For every record here, output an exact copy.

------------------------------------------------

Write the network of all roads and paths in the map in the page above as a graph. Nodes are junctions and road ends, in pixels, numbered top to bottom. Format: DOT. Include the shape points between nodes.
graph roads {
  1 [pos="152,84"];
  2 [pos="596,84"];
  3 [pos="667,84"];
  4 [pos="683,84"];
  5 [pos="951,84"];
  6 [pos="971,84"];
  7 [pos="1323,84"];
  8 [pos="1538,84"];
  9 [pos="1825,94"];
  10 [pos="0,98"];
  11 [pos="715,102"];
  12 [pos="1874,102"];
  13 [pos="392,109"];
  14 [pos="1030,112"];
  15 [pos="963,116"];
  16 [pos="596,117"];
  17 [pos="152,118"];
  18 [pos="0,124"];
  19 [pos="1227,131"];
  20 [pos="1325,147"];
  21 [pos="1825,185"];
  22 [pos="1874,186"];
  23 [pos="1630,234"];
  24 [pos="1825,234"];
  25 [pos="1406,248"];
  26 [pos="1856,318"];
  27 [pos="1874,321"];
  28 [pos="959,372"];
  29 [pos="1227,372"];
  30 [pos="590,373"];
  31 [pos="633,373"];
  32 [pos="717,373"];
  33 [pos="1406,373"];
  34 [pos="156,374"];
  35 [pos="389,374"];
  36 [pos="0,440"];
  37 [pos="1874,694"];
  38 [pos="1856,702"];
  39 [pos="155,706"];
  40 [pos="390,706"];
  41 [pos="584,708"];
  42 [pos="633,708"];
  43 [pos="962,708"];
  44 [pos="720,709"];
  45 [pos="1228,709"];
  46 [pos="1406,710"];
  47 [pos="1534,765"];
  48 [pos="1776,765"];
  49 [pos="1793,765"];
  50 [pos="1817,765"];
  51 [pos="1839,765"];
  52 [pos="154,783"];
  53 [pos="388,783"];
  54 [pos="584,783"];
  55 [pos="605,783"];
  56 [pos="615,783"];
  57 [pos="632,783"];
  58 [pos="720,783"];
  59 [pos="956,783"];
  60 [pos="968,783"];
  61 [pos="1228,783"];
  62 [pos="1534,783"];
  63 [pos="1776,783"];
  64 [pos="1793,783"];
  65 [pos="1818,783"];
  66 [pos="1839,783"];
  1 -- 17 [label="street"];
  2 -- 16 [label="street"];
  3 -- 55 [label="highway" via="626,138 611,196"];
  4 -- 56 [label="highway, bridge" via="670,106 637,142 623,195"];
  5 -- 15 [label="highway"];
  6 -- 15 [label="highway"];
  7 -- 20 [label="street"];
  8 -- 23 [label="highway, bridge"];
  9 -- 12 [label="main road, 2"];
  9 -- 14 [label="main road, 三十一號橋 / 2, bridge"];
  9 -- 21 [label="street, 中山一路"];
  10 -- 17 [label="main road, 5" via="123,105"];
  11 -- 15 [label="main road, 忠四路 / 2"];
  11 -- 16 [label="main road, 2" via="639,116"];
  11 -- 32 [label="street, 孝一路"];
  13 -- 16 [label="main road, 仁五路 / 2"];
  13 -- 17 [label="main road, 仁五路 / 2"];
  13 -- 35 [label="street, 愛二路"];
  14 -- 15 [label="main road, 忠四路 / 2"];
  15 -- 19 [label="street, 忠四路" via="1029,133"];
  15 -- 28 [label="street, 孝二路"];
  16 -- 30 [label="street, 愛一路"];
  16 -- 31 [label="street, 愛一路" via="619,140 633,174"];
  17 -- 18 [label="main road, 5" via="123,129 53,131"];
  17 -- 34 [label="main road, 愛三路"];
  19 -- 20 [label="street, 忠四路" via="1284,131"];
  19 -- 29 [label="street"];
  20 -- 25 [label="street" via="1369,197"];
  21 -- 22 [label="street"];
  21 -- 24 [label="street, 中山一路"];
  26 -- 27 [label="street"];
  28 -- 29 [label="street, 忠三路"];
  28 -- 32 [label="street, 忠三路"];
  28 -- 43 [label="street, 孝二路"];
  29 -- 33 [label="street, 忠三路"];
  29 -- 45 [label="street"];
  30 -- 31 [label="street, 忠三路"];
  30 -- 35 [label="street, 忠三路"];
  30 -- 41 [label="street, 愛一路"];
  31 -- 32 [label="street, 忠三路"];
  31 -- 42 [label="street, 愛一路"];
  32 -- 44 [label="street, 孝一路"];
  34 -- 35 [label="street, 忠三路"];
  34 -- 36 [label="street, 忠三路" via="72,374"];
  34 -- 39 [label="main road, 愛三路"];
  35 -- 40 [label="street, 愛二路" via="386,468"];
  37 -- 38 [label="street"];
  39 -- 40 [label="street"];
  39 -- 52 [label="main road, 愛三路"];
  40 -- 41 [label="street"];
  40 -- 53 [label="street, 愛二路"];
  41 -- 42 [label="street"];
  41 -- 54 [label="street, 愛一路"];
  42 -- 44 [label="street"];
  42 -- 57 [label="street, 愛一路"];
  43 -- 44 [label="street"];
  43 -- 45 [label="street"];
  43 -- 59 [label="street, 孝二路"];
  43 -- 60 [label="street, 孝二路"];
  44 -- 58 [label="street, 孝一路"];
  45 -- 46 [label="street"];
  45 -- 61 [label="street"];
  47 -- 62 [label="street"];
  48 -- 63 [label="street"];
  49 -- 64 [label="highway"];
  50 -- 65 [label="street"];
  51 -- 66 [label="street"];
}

------------------------------------------------

**Output of the exercise**
Write the network of all roads and paths in the map in the page above as a graph. Nodes are junctions and road ends, in pixels, numbered top to bottom. Format: DOT. Include the shape points between nodes.
graph roads {
  1 [pos="152,84"];
  2 [pos="596,84"];
  3 [pos="667,84"];
  4 [pos="683,84"];
  5 [pos="951,84"];
  6 [pos="971,84"];
  7 [pos="1323,84"];
  8 [pos="1538,84"];
  9 [pos="1825,94"];
  10 [pos="0,98"];
  11 [pos="715,102"];
  12 [pos="1874,102"];
  13 [pos="392,109"];
  14 [pos="1030,112"];
  15 [pos="963,116"];
  16 [pos="596,117"];
  17 [pos="152,118"];
  18 [pos="0,124"];
  19 [pos="1227,131"];
  20 [pos="1325,147"];
  21 [pos="1825,185"];
  22 [pos="1874,186"];
  23 [pos="1630,234"];
  24 [pos="1825,234"];
  25 [pos="1406,248"];
  26 [pos="1856,318"];
  27 [pos="1874,321"];
  28 [pos="959,372"];
  29 [pos="1227,372"];
  30 [pos="590,373"];
  31 [pos="633,373"];
  32 [pos="717,373"];
  33 [pos="1406,373"];
  34 [pos="156,374"];
  35 [pos="389,374"];
  36 [pos="0,440"];
  37 [pos="1874,694"];
  38 [pos="1856,702"];
  39 [pos="155,706"];
  40 [pos="390,706"];
  41 [pos="584,708"];
  42 [pos="633,708"];
  43 [pos="962,708"];
  44 [pos="720,709"];
  45 [pos="1228,709"];
  46 [pos="1406,710"];
  47 [pos="1534,765"];
  48 [pos="1776,765"];
  49 [pos="1793,765"];
  50 [pos="1817,765"];
  51 [pos="1839,765"];
  52 [pos="154,783"];
  53 [pos="388,783"];
  54 [pos="584,783"];
  55 [pos="605,783"];
  56 [pos="615,783"];
  57 [pos="632,783"];
  58 [pos="720,783"];
  59 [pos="956,783"];
  60 [pos="968,783"];
  61 [pos="1228,783"];
  62 [pos="1534,783"];
  63 [pos="1776,783"];
  64 [pos="1793,783"];
  65 [pos="1818,783"];
  66 [pos="1839,783"];
  1 -- 17 [label="street"];
  2 -- 16 [label="street"];
  3 -- 55 [label="highway" via="626,138 611,196"];
  4 -- 56 [label="highway, bridge" via="670,106 637,142 623,195"];
  5 -- 15 [label="highway"];
  6 -- 15 [label="highway"];
  7 -- 20 [label="street"];
  8 -- 23 [label="highway, bridge"];
  9 -- 12 [label="main road, 2"];
  9 -- 14 [label="main road, 三十一號橋 / 2, bridge"];
  9 -- 21 [label="street, 中山一路"];
  10 -- 17 [label="main road, 5" via="123,105"];
  11 -- 15 [label="main road, 忠四路 / 2"];
  11 -- 16 [label="main road, 2" via="639,116"];
  11 -- 32 [label="street, 孝一路"];
  13 -- 16 [label="main road, 仁五路 / 2"];
  13 -- 17 [label="main road, 仁五路 / 2"];
  13 -- 35 [label="street, 愛二路"];
  14 -- 15 [label="main road, 忠四路 / 2"];
  15 -- 19 [label="street, 忠四路" via="1029,133"];
  15 -- 28 [label="street, 孝二路"];
  16 -- 30 [label="street, 愛一路"];
  16 -- 31 [label="street, 愛一路" via="619,140 633,174"];
  17 -- 18 [label="main road, 5" via="123,129 53,131"];
  17 -- 34 [label="main road, 愛三路"];
  19 -- 20 [label="street, 忠四路" via="1284,131"];
  19 -- 29 [label="street"];
  20 -- 25 [label="street" via="1369,197"];
  21 -- 22 [label="street"];
  21 -- 24 [label="street, 中山一路"];
  26 -- 27 [label="street"];
  28 -- 29 [label="street, 忠三路"];
  28 -- 32 [label="street, 忠三路"];
  28 -- 43 [label="street, 孝二路"];
  29 -- 33 [label="street, 忠三路"];
  29 -- 45 [label="street"];
  30 -- 31 [label="street, 忠三路"];
  30 -- 35 [label="street, 忠三路"];
  30 -- 41 [label="street, 愛一路"];
  31 -- 32 [label="street, 忠三路"];
  31 -- 42 [label="street, 愛一路"];
  32 -- 44 [label="street, 孝一路"];
  34 -- 35 [label="street, 忠三路"];
  34 -- 36 [label="street, 忠三路" via="72,374"];
  34 -- 39 [label="main road, 愛三路"];
  35 -- 40 [label="street, 愛二路" via="386,468"];
  37 -- 38 [label="street"];
  39 -- 40 [label="street"];
  39 -- 52 [label="main road, 愛三路"];
  40 -- 41 [label="street"];
  40 -- 53 [label="street, 愛二路"];
  41 -- 42 [label="street"];
  41 -- 54 [label="street, 愛一路"];
  42 -- 44 [label="street"];
  42 -- 57 [label="street, 愛一路"];
  43 -- 44 [label="street"];
  43 -- 45 [label="street"];
  43 -- 59 [label="street, 孝二路"];
  43 -- 60 [label="street, 孝二路"];
  44 -- 58 [label="street, 孝一路"];
  45 -- 46 [label="street"];
  45 -- 61 [label="street"];
  47 -- 62 [label="street"];
  48 -- 63 [label="street"];
  49 -- 64 [label="highway"];
  50 -- 65 [label="street"];
  51 -- 66 [label="street"];
}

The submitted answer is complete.